Hacker News new | ask | show | jobs
by fluffything 2233 days ago
> It does not make sense either to expect someone to use bleeding edge libraries from cargo yet use an old rustc compiler.

Of course it does. Many software users are stuck on multiple-year-old toolchains for various reasons, yet these systems still need to be able to handle unicode properly.

> They can easily update it if needed.

No, they cannot. Many users are stuck in older windows versions, linux versions, LTS linux versions, etc. because of their organization or their clients requirements.

Telling a client that you can't develop an app for them because their 2 year old Ubuntu is too old is often not a very successful business model.

> and keep updating the stdlib one.

These updates would only apply to newer Rust toolchains, that many users cannot use. Unless you are suggesting the release of patch versions for the soon to be 100 old Rust toolchains in existence every time the unicode standard is updated.

This is too much trouble and work for little gain, given that one can still use a Rust 1.0 compiler to compile the latest version of the unicode-segmentation crate without problems.

2 comments

IMO it's not as clear-cut as you make it out to be. It's a pretty arbitrary line to exclude full Unicode support from the standard library. There's a ton of stuff in libstd that could be supported as third-party crates. I don't disagree with what the Rust team has done, and I think there could be a world in which the compiler team also releases first-party crates with "enhanced" functionality beyond just libstd. I consider proper Unicode support to be a "first party" thing, but I also don't think it has to be in libstd per se, necessarily.

For the record, I also disagree with your assertion that "easily done in rust" should be extended to include "...by importing a third-party framework." In that sense anything is easy to do in any language where a third-party framework exists. I'm confident it's just as easy in go.

> For the record, I also disagree with your assertion that "easily done in rust" should be extended to include "...by importing a third-party framework." In that sense anything is easy to do in any language where a third-party framework exists. I'm confident it's just as easy in go.

Have you tried doing that in C++? Doing that in a cross-platform way (or even in a single platform) is anything but easy, because you don't have a tool like cargo, you have to change your build system, do the dependency resolution manually, etc.

So no, such a library existing does not imply that using that is easy.

In Rust, you just need to write `cargo add unicode-segmentation` once in a project, and then you can directly use the library API. There is literally nothing else for you to do.

That's a pretty low barrier of entry, and something you will need to do 100s of times per project anyway, because the standard library is minimal by design.

If you prefer languages without a minimal standard library, then Rust isn't for you. Go try Python, where half of the standard library has a warning saying "deprecated: use this other better external dependency instead; adding this to the standard library for convenience was the worst idea ever and now we need to maintain all this code forever".

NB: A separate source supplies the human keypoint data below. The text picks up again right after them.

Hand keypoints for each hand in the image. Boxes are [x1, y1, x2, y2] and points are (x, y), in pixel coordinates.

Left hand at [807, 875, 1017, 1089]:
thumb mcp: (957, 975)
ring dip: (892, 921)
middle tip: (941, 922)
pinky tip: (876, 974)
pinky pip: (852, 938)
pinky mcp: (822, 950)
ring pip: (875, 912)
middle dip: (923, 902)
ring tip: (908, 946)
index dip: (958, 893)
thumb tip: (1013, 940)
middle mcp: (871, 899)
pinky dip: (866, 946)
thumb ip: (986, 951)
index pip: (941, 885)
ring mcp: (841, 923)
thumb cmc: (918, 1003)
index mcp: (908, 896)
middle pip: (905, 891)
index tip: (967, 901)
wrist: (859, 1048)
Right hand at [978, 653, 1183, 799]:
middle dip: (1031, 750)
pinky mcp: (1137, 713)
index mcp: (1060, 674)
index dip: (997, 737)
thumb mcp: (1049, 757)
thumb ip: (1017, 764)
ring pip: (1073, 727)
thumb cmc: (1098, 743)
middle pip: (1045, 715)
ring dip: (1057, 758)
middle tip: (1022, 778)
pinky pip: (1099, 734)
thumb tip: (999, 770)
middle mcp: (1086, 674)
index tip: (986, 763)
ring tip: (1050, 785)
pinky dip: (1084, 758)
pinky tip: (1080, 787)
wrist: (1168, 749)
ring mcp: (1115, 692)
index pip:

In C++ you do have cross-platform tools like cargo. For instance, vcpkg. > In Rust, you just need to write `cargo add unicode-segmentation` once in a project,

In C++ I can write `vcpkg install whatever`. Yet that does not mean my organization will allow the library.

So no, adding libraries is quite harder than installing them unless you are working in your own projects alone. And even then adding them is never a one line effort.

> If you prefer languages without a minimal standard library, then Rust isn't for you.

There is nothing minimal about Rust's std.

the point would be that the standard library should be forward compatible while crates should be backward compatible.

so that current crates work with old version of compilers/toolchains.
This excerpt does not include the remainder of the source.